## ASSIGNED TASK
Search the records for the word "Contact" and report each line that has it.

++++++++++

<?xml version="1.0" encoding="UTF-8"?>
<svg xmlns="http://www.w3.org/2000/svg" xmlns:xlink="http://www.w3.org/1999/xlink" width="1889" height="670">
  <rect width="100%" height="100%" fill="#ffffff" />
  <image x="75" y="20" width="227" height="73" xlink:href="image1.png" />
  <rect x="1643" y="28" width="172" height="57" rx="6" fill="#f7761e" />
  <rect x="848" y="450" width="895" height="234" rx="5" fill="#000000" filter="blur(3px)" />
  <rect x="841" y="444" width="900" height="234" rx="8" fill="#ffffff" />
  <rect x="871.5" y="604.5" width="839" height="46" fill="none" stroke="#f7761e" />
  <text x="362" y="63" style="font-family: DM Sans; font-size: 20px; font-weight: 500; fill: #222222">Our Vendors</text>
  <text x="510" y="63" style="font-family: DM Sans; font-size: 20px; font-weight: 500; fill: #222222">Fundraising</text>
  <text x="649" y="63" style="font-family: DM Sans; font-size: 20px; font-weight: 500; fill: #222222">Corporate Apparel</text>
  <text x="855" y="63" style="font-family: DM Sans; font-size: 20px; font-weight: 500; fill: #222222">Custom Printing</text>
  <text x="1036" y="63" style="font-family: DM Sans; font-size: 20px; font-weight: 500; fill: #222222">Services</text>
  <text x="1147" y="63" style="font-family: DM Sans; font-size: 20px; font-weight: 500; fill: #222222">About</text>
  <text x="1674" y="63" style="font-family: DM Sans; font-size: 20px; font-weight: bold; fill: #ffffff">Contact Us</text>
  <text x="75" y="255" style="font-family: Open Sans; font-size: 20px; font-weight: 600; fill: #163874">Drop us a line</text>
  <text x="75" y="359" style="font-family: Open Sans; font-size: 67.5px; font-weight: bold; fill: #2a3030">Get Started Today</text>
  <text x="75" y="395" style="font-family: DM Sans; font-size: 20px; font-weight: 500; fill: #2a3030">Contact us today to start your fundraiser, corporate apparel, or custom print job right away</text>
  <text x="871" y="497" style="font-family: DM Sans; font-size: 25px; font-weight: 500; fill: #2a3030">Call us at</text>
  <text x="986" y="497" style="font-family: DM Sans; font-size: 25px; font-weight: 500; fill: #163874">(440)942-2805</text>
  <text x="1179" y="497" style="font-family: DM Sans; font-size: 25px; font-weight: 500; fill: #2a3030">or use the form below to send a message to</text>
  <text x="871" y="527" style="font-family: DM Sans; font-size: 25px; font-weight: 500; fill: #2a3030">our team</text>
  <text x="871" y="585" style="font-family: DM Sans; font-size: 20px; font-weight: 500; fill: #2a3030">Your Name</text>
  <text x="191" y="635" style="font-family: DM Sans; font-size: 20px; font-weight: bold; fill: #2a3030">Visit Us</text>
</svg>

++++++++++

## SOLUTION FOR THIS EXERCISE
  <text x="1674" y="63" style="font-family: DM Sans; font-size: 20px; font-weight: bold; fill: #ffffff">Contact Us</text>
  <text x="75" y="395" style="font-family: DM Sans; font-size: 20px; font-weight: 500; fill: #2a3030">Contact us today to start your fundraiser, corporate apparel, or custom print job right away</text>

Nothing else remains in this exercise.